- calendar_today August 11, 2025
Firms and Atlantic Canada Consumers Shift to Federal Reserve Hold on Rate Cuts
The Federal Reserve’s move to leave interest rates unchanged at 5.25% to 5.50% is having a ripple effect throughout Atlantic Canada, with local consumers and businesses weighing the economic impact. Although the central bank suggested two possible rate reductions later this year, the pause now is maintaining high borrowing costs, affecting everything from housing affordability to small business expansion.
Economic Impact on Atlantic Canada
The four Atlantic Canadian provinces of New Brunswick, Nova Scotia, Prince Edward Island (PEI), and Newfoundland and Labrador are predominantly dependent on industries such as small business, tourism, energy, and fisheries. As interest rates have continued to be high, the regional economies are under pressure due to borrowing costs cutting into both consumer and business pockets.
Economist Rachel McBride from Halifax commented on the broader implications of the Federal Reserve’s decision. “Although this is a U.S. policy, Atlantic Canada is closely linked to the American economy through trade and financial markets,” she explained. “A prolonged pause on rate cuts could slow down economic growth and impact household budgets.”
Housing Market Faces Affordability Challenges
Among the most direct effects is being experienced in Atlantic Canada’s real estate market, where increased mortgage rates have increased the cost of homeownership. Homebuyers and real estate investors are monitoring the Federal Reserve’s actions closely, as high interest rates sustained over time are likely to further suppress market activity.
In St. John’s, broker Mark Sullivan watched as the break is impacting his customers. “Several buyers are waiting on the sidelines because increased mortgage rates reduce the affordability of monthly payments,” he noted. “If the Federal Reserve does initiate rate reductions later this year, it might pick up some activity in the housing market.

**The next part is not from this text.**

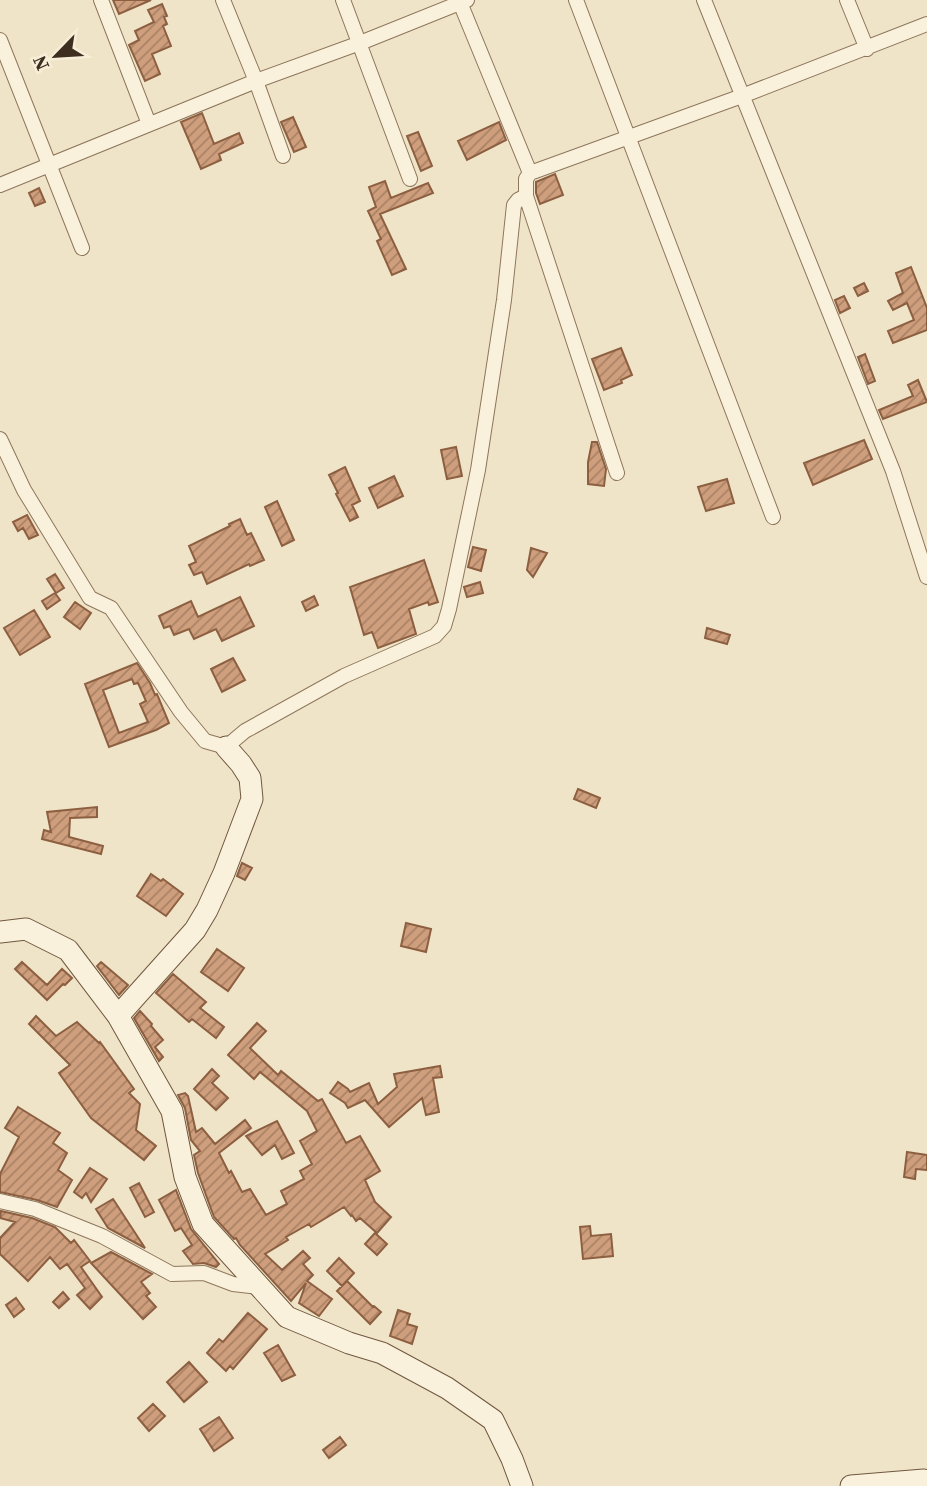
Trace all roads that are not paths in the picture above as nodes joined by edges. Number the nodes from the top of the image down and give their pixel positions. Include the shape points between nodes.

Smaller cities such as Charlottetown and Fredericton also see slower sales of homes, as increased borrowing costs trap new buyers out of the market.
Small Businesses Get Used to Higher Borrowing Costs
Local companies in Atlantic Canada, most of which rely on credit to fund operations and growth, are shifting their plans in response to the Federal Reserve pause. Increased costs in borrowing translate to postponement of investments in new equipment, stocks, or employment expansion.
In Moncton, Catherine Benoit, a small business owner, explained how increasing interest rates are affecting her plans. “We were going to expand our storefront this year, but the cost of borrowing is too expensive at the moment,” she said. “If rates decrease later, it would leave us with more space to grow.”
Atlantic Canada’s dependence on small and medium-sized enterprises is such that a change in credit conditions is reflected immediately in the regional economies. Owners are wary, hedging their operating needs against the costlier capital.
Consumer Spending in a Bind
Interest rates, higher interest rates at that, influence consumer spending, too, a cornerstone of the economy in Atlantic Canada. As the costs rise on loans and credit cards, most families are adjusting budgets.
In Halifax, retail manager Liam O’Connor shared how consumer habits are changing. “We’ve noticed that customers are spending more cautiously,” he said. “Big-ticket items aren’t moving as quickly, and people are prioritizing essentials.”
This shift in spending patterns could have a broader impact on the region’s retail and service industries, especially as families contend with higher living costs and economic uncertainty.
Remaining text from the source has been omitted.